UNITED KINGDOM MUTUAL P&I CLUB; ET AL,
Defendants,
UNITED KINGDOM MUTUAL P&I CLUB,
Defendant-Appellee.
_________________________________________________________________
Appeal from the United States District Court
for the Eastern District of Louisiana
(96-CV-3540-F)
_________________________________________________________________
August 26, 1998
Before KING, HIGGINBOTHAM, and DAVIS, Circuit Judges.
PER CURIAM:*
Plaintiff-appellant AG 1824 Marine Insurance appeals the
district court’s order dismissing its direct action claim against
the indemnity organization United Kingdom Mutual P&I Club. The
district court dismissed the claim because it found that the
Louisiana Direct Action Statute, LA. REV. STAT. ANN. § 22:655
*
Pursuant to 5TH CIRCUIT RULE 47.5, the court has determined
that this opinion should not be published and is not precedent
except under the limited circumstances set forth in 5TH CIRCUIT
RULE 47.5.4.
(West 1995), did not apply. We affirm.
I. BACKGROUND
In September 1995, a cargo of bulk sugar in good order and
condition, owned by E.D. & F. Mann Sugar (ED&F) and insured by AG
1824 Marine Insurance (AG), left Montevideo, Uruguay, bound for
New Orleans, Louisiana. The sugar was aboard the M/V
NOVODRUZHESK, a vessel owned by Baltic Shipping (Baltic).

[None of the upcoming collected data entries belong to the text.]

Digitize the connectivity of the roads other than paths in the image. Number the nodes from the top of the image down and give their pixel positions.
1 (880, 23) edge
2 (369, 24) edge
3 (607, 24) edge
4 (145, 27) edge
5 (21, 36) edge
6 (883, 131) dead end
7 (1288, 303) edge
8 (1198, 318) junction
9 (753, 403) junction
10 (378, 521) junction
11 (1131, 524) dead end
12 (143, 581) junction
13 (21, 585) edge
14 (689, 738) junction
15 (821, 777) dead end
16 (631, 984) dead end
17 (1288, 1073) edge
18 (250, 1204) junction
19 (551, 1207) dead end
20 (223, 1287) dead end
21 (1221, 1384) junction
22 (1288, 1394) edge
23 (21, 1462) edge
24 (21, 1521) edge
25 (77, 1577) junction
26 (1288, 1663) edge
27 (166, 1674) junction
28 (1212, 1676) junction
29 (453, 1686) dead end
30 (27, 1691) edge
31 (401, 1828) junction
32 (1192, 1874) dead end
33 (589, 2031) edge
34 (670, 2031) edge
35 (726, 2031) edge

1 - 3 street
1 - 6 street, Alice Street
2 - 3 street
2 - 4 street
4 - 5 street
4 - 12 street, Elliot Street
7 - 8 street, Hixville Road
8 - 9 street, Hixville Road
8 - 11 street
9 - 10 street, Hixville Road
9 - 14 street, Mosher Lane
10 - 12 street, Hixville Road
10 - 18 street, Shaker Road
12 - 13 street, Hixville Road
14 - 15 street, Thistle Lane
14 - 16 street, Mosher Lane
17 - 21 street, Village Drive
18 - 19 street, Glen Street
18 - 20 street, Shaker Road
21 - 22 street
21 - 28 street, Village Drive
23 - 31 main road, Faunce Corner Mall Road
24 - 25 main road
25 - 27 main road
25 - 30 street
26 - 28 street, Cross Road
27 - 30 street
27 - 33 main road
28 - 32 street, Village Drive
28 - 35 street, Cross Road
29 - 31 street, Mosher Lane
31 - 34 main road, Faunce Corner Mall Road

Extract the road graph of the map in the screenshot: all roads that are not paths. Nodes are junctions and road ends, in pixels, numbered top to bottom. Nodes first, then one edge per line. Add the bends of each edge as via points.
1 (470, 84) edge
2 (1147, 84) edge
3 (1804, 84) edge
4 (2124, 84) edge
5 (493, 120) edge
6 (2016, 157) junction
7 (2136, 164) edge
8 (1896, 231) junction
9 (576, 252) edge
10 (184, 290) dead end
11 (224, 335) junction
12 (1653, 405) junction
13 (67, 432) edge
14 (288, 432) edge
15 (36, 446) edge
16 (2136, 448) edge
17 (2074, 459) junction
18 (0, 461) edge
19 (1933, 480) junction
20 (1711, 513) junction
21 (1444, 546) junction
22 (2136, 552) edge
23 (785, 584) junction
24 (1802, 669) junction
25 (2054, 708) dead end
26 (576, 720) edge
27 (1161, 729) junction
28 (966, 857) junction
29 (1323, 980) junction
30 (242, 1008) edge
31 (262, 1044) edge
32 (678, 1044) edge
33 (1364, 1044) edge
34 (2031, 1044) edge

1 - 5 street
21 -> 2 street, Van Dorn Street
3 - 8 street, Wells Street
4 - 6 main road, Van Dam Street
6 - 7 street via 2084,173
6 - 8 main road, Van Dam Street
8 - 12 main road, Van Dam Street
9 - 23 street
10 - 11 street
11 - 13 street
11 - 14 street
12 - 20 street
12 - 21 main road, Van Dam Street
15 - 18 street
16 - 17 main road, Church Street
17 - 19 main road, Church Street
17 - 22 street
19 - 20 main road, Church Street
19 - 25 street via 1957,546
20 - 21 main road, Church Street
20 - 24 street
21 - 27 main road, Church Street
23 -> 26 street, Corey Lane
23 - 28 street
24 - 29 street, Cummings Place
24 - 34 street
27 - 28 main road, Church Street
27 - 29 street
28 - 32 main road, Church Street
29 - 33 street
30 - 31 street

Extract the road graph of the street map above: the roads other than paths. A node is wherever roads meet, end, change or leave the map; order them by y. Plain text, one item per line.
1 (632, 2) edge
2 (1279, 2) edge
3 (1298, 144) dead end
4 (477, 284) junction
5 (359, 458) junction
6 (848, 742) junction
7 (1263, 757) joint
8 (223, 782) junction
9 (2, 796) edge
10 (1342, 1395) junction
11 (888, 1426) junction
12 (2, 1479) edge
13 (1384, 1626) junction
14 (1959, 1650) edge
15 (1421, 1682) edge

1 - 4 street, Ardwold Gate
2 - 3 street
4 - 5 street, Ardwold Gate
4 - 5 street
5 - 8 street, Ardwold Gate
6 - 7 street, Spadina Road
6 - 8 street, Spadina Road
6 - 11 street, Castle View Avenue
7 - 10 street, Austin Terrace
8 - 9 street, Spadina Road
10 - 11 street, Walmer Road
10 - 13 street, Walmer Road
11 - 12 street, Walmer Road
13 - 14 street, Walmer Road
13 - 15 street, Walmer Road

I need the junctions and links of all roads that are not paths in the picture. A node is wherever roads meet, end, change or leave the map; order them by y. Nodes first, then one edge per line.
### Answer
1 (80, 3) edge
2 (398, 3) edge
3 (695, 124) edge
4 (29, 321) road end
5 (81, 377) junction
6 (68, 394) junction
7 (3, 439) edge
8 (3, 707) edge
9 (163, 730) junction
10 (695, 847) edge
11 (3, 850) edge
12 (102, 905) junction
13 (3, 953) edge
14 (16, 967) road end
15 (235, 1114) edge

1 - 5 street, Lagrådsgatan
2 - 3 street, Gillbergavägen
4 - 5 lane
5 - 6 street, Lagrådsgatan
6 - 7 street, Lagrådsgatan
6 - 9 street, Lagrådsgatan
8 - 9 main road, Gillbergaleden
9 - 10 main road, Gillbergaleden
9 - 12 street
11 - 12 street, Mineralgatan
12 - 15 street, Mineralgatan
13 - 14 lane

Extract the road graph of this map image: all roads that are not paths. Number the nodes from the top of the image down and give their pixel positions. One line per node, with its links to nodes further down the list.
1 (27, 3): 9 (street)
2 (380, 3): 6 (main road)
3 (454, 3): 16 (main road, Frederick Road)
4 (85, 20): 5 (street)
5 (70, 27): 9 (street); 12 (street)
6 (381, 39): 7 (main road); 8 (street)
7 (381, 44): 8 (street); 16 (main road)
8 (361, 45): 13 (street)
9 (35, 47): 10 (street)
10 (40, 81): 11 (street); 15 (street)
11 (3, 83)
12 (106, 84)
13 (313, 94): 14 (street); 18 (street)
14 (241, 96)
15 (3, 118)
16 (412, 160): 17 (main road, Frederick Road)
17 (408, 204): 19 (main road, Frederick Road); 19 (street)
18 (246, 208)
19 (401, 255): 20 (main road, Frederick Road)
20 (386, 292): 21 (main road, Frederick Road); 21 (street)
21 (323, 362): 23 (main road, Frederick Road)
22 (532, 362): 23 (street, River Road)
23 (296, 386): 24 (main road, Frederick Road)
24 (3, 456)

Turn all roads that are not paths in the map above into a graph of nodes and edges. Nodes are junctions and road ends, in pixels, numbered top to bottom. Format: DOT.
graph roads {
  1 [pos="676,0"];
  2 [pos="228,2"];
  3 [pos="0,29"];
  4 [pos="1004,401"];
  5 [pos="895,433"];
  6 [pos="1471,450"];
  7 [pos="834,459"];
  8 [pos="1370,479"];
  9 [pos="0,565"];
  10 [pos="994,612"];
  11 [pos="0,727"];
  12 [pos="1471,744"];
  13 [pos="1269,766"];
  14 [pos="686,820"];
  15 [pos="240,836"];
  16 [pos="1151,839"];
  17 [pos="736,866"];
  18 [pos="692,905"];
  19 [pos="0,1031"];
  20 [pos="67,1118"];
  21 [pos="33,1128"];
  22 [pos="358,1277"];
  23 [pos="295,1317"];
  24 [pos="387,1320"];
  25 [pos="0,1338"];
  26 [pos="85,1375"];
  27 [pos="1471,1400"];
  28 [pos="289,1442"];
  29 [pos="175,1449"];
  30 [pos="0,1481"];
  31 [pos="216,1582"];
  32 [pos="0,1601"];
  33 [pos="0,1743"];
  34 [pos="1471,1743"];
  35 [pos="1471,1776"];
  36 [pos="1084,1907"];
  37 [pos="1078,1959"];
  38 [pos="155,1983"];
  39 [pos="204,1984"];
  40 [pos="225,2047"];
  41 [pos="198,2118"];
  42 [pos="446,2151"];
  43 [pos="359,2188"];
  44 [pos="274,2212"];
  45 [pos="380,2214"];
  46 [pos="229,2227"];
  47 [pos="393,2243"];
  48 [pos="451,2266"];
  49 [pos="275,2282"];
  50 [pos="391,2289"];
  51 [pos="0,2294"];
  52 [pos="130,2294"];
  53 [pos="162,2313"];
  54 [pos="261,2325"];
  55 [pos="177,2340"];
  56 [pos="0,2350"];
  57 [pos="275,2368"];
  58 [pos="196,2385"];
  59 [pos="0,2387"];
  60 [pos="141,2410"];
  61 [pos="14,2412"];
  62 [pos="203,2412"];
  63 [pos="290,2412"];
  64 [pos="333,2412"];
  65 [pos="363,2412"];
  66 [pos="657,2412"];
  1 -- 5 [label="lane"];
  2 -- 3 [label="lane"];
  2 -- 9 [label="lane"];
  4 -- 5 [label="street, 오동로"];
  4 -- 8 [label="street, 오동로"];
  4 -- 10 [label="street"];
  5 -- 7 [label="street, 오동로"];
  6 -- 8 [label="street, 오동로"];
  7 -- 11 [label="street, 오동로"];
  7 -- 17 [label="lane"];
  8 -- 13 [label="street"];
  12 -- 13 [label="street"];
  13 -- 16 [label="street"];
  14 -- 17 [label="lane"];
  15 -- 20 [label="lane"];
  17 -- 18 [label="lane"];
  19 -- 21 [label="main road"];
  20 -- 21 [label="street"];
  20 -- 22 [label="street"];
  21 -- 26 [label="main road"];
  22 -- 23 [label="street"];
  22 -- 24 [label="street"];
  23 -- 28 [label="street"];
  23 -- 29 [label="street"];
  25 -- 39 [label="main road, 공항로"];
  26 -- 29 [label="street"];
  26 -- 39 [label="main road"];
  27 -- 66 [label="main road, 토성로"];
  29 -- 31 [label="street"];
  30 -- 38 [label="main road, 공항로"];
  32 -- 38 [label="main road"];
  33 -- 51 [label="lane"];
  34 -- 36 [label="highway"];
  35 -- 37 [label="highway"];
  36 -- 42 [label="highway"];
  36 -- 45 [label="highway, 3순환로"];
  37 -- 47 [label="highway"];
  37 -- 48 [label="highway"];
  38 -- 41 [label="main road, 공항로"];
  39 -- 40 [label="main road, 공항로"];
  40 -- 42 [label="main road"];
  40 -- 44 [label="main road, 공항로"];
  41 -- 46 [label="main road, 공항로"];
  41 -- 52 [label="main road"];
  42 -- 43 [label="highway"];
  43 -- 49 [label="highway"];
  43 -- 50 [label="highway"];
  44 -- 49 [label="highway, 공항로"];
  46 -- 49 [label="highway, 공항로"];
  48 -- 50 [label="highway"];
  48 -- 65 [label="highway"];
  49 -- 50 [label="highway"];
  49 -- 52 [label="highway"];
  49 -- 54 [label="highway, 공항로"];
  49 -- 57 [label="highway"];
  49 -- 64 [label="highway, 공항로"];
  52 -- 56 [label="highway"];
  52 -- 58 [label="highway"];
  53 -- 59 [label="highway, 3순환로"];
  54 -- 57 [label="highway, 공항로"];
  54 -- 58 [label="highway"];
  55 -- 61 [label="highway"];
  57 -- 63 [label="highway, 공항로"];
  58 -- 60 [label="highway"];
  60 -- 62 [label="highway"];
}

Baltic’s insurance provider was United Kingdom Mutual P&I Club
(UK Club).
While en route to New Orleans, outside United States
territorial waters, and unbeknownst to the crew, heavy fuel oil
leaked into the hold containing the sugar. Shortly after its
arrival in New Orleans, the ship was unloaded. During the
unloading, it was discovered that a substantial quantity of the
sugar had been contaminated by the fuel oil.
ED&F had sold the sugar to Domino Sugar Company, who
exercised their right of refusal upon this discovery. ED&F filed
a claim with its underwriter, AG 1824, who paid the damages, and
together they hired a surveyor to ascertain the nature, cause,
and extent of the loss. In an attempt to mitigate the damages,
efforts were made to segregate the contaminated from the sound
sugar. It soon became apparent to ED&F, however, that the cargo
was valueless, and it abandoned the sugar to the vessel owner.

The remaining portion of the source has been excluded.